The information in the Schedule 14D-9 is incorporated in this Amendment by reference to all of the applicable items in the Schedule 14D-9, except that such information is hereby amended and supplemented to the extent specifically provided herein.
Item 8. Additional Information.
Item 8 (“Additional Information”) of the Schedule 14D-9 is hereby amended and supplemented by inserting the following heading and paragraph after the last paragraph on page 25 under the heading “Legal Proceedings”.
Expiration of the Offer
The Offer expired at 12:00 midnight, New York City time, on February 2, 2009. According to the depositary for the Offer, approximately 2,796,642 Shares were validly tendered pursuant to the Offer and not properly withdrawn (approximately 23,162 of which were presented pursuant to notices of guaranteed delivery), representing approximately 93.3 percent of the outstanding Shares. Purchaser has accepted for payment all Shares that were validly tendered and not properly withdrawn prior to the expiration of the Offer.

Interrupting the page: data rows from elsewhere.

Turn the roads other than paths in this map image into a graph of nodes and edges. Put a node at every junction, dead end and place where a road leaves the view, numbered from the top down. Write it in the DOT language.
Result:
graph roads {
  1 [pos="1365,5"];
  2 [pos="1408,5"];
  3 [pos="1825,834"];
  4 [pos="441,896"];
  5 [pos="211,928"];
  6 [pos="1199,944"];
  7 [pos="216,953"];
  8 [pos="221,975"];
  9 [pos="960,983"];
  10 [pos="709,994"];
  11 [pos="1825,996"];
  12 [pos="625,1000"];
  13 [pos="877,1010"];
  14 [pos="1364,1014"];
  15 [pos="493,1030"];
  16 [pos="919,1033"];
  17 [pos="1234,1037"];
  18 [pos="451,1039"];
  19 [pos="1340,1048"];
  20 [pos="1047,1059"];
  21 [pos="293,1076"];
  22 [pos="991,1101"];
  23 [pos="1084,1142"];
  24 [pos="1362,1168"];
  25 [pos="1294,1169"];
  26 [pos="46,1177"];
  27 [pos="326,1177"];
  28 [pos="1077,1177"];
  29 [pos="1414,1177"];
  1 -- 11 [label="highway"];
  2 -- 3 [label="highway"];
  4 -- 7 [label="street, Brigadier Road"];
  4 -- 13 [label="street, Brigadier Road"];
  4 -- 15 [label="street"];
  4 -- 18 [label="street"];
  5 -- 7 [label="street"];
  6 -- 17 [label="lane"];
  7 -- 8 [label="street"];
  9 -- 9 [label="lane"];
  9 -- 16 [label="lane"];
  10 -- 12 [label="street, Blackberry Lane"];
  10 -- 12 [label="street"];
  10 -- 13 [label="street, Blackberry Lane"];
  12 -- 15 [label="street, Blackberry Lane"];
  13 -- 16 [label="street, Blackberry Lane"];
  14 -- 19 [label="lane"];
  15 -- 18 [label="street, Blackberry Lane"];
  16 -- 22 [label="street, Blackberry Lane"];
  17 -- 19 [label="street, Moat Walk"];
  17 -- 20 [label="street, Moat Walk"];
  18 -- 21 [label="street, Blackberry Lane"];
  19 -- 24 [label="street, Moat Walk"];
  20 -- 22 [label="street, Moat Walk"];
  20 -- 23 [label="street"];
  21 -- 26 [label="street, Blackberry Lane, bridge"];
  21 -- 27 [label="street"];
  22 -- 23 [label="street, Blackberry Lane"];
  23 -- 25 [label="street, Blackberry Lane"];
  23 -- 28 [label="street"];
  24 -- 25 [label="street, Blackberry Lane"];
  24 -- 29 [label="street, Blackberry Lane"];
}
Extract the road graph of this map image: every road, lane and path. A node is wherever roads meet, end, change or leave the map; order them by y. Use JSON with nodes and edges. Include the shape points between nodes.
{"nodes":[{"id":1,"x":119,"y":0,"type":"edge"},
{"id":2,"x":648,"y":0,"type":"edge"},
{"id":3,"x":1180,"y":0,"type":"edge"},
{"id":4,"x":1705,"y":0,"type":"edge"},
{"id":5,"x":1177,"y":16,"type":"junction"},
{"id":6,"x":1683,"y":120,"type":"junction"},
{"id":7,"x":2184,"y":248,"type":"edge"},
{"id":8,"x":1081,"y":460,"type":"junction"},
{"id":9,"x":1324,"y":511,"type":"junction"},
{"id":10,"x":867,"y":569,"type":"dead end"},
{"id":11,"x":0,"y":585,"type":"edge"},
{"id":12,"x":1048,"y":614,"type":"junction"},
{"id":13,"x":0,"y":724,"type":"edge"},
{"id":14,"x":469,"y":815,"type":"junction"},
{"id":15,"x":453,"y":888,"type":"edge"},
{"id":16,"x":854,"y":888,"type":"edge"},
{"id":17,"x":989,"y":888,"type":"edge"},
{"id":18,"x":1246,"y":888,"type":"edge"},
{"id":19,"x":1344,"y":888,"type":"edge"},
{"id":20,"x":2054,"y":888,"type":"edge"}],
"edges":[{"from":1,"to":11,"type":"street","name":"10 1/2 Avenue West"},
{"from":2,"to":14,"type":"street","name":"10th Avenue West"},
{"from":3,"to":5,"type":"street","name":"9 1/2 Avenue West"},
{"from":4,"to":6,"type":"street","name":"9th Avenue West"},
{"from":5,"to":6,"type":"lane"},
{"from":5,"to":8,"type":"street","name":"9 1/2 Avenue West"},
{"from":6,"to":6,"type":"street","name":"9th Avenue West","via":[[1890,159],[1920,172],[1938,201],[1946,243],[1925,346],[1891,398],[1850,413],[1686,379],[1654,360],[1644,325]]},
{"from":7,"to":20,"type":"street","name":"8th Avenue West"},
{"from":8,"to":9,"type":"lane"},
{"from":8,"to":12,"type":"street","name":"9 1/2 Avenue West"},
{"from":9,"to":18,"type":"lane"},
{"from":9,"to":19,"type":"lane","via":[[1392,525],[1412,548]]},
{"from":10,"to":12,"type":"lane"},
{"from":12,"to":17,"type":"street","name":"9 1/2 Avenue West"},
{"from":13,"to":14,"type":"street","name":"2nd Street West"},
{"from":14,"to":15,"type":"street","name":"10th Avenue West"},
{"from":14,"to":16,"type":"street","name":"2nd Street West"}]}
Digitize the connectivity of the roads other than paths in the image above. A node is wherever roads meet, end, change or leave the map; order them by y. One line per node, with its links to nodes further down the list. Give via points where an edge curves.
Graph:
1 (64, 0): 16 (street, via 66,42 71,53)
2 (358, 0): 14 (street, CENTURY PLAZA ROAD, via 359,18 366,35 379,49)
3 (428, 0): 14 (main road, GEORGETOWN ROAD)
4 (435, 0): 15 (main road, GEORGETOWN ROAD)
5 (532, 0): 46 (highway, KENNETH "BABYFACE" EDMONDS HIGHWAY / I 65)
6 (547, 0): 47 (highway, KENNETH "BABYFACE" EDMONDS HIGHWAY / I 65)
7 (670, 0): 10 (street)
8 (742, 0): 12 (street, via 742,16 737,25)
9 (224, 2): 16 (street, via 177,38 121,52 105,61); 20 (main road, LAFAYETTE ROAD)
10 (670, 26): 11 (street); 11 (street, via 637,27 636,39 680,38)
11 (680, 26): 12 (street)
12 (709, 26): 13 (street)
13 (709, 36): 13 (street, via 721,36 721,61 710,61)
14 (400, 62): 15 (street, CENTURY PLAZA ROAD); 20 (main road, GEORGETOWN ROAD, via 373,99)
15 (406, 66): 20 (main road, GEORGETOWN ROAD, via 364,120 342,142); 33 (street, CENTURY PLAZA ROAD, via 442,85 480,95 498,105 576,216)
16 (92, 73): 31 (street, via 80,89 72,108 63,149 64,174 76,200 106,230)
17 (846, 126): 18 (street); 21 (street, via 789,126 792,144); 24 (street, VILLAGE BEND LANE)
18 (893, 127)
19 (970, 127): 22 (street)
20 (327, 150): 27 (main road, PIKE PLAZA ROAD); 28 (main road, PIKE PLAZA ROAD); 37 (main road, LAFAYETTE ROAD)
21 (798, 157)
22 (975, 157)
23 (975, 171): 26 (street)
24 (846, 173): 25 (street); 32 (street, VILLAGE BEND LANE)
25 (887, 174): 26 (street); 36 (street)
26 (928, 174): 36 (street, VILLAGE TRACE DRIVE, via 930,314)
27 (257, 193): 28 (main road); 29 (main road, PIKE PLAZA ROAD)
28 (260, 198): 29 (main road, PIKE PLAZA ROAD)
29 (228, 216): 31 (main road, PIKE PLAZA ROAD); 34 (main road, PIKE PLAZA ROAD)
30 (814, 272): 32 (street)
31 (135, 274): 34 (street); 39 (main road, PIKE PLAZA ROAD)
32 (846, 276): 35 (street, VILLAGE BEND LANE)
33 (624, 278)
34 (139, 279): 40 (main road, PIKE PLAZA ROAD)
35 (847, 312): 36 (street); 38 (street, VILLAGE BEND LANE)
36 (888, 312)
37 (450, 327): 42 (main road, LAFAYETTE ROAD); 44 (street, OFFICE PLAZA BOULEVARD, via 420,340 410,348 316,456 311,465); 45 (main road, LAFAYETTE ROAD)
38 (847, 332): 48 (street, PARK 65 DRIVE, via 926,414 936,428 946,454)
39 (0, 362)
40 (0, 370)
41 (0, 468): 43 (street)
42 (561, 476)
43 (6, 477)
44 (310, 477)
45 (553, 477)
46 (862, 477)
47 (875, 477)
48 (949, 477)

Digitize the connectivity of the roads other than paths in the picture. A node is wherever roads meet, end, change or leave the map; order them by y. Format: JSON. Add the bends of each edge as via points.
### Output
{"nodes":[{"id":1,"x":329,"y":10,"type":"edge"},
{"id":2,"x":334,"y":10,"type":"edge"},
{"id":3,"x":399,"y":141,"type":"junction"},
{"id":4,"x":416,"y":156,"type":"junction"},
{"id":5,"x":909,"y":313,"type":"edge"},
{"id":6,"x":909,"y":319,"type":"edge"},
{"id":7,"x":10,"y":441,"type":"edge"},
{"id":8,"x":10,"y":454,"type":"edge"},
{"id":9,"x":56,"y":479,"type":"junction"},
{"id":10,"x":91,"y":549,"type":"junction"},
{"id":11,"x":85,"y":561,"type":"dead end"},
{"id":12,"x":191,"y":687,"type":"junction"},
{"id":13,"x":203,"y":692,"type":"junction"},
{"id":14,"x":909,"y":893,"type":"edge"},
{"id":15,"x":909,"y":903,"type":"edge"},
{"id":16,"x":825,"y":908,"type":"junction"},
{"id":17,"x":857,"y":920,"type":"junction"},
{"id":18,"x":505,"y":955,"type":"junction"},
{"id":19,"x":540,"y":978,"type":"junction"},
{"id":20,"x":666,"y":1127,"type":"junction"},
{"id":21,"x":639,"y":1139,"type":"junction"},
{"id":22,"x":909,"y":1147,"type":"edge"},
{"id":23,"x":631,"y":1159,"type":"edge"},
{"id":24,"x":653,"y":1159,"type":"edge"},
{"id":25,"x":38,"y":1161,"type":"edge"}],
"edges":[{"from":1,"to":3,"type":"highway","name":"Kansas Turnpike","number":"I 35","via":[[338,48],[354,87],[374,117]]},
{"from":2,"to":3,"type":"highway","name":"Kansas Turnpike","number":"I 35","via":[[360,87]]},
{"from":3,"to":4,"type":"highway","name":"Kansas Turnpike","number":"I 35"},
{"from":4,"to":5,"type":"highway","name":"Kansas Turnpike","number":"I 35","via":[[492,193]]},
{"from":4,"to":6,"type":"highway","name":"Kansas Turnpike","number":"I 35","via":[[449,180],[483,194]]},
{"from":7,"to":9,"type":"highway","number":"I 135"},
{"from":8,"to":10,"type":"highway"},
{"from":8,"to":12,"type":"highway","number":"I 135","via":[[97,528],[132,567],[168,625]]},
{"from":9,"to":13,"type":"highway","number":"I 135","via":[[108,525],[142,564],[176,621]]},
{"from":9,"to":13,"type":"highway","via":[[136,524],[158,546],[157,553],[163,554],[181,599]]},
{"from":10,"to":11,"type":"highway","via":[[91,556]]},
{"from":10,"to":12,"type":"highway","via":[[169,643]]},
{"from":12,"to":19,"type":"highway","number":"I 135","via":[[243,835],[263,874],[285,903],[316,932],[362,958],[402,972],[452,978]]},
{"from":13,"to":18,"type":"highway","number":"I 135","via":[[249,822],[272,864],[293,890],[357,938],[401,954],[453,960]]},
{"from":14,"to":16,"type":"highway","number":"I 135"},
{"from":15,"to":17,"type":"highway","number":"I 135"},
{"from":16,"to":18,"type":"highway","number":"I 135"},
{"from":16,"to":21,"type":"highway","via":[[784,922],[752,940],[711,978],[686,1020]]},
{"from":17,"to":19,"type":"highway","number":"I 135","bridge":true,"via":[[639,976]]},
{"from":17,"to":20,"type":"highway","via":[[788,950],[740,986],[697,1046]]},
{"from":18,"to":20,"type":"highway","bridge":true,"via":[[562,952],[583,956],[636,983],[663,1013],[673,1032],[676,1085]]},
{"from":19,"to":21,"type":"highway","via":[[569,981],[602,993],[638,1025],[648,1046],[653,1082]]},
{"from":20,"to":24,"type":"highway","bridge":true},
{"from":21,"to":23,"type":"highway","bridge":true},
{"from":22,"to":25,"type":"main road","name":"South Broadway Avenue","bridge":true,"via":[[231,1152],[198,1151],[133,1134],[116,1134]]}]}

On February 3, 2010, Parent issued a press release announcing the results of the Offer. A copy of the press release is filed as Exhibit (a)(10) hereto and is incorporated herein by reference.”
Item 9. Exhibits.
Item 9 (“Exhibits”) of the Schedule 14D-9 is amended and supplemented by adding the following exhibit thereto:
“(a)(10) Press Release, dated February 3, 2010, issued by Crane Co. (incorporated by reference to Exhibit (a)(5)(E) to Amendment No. 6 to the Schedule TO of Parent and Purchaser filed on February 3, 2010.)”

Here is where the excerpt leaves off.